I’ll note that the suggested tweaks to sources in order to improve debug info imply that the devs can change whatever they need to, which in the case of third-party libraries isn’t necessarily straightforward. (Consider what would be required for tweaking a gcc stl header, for example. Maintaining a local modified copy, making sure updates to the original are propagated correctly, … it’s a headache. “Use this handy command-line option” is rather easier.)
Indeed, we’ve provided an “escape-hatch” for people encountering difficulties with constructor homing, as we weren’t completely certain it would work in all scenarios.

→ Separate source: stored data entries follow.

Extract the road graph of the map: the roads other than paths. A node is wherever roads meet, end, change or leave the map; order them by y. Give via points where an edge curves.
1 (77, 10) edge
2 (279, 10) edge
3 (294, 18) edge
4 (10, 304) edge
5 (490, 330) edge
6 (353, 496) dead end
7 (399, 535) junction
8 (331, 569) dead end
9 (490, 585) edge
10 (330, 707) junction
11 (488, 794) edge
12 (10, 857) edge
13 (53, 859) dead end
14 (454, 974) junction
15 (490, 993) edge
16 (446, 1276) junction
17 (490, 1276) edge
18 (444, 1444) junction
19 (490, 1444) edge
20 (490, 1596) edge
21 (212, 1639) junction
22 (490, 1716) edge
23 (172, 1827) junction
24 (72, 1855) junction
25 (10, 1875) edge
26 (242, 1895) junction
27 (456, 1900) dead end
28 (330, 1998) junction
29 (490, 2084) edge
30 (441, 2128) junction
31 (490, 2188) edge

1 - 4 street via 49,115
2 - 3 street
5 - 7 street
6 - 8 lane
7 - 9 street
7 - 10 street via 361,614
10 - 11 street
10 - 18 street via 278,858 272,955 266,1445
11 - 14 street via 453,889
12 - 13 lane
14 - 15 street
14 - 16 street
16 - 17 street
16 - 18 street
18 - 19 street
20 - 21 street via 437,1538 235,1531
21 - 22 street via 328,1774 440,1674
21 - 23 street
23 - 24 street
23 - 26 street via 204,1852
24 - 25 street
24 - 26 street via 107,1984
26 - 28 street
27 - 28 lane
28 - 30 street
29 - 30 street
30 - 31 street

We’re working through a few of these now, cheers – there’s a reasonable chance they won’t be palatable to our developers though. As far as I understand it, memory allocation is a serious cost when hitting performance targets in game code, and as a result the lifetime of objects is heavily customised to avoid calling malloc/new. That customisation then means there’s a lot of code in many source files that needs updating or decorating with attributes due to constructor homing, and no automated way of identifying such classes.
Seeing how -fno-use-ctor-homing is for -cc1 and not part of the driver interface, I’ll take a look at whether the diff for vtable homing can be reduced further. That’s beneficial for anyone that continues to support vtable homing.
Actually - while the technology hasn’t been built/streamlined, it would be possible/not too expensive (in both implementation complexity and time to execute such a tool) to identify these cases. That’s the sort of work we did when evaluating the accuracy of ctor homing.
Basically if you can build the entire project with -fdebug-types-section then you can use llvm-dwarfdump’s --summarize-types flag, which prints a list of the types in type units (their DW_AT_name value, if any, their signature, and the length of the unit). Either take that from the final linked program or dwp (if using split DWARF), or merge the results from all object files. Take this, diff it from with/without ctor homing, and you’ll see which types got lost due to ctor homing.
If you wanted a low-cost way to address the issue, you could then go add the [[clang:standalone_debug]] attribute to all the types on the list. Yes, third party libraries present some problems - though even MSVC’s STL has been willing to fix situations where their use of “benign” UB has lead to missing type information due to type homing in clang. If it’s worth something more client-side, I guess we could consider an external feature (maybe Apple already built it - I think they built some way to add attributes to entities extrinsically from an external file) either a list of types in a file that should be treated as standalone, or sometihng like (or exactyl) the Apple feature I’m thinking of (possibly I’m imagining/misremembering) that I think generalizes over any attributes, allowing a consumer to attribute third party code without modifying it.
Apologies if this is pedantic, but we can separate calling the constructor from calling malloc/new. The constructor heuristic should work if programmers use placement new, construct stack objects, or use custom allocators, as long as they call the constructor somewhere in the program. The heuristic won’t work if programmers use memory mapped I/O techniques or type casts to construct objects, and I understand that that’s exactly what they are doing.
I also recall that Apple engineers implemented this API notes feature. Maybe there is some way to use that to apply the standalone_debug attribute to types without modifying the source. I’ve never tried, though, and this is quite complex compared to using the old heuristic. I consider it an option for power users who care about build time and debug info size, and they want to use the new heuristic when possible.
Anyway, developers should have options, and they should be documented. I think it could be worth keeping the old vtable homing code if you still feel it’s useful, but if these various approaches work for people, it’d be nice to nudge them into the new system so we can avoid accumulating heuristics indefinitely.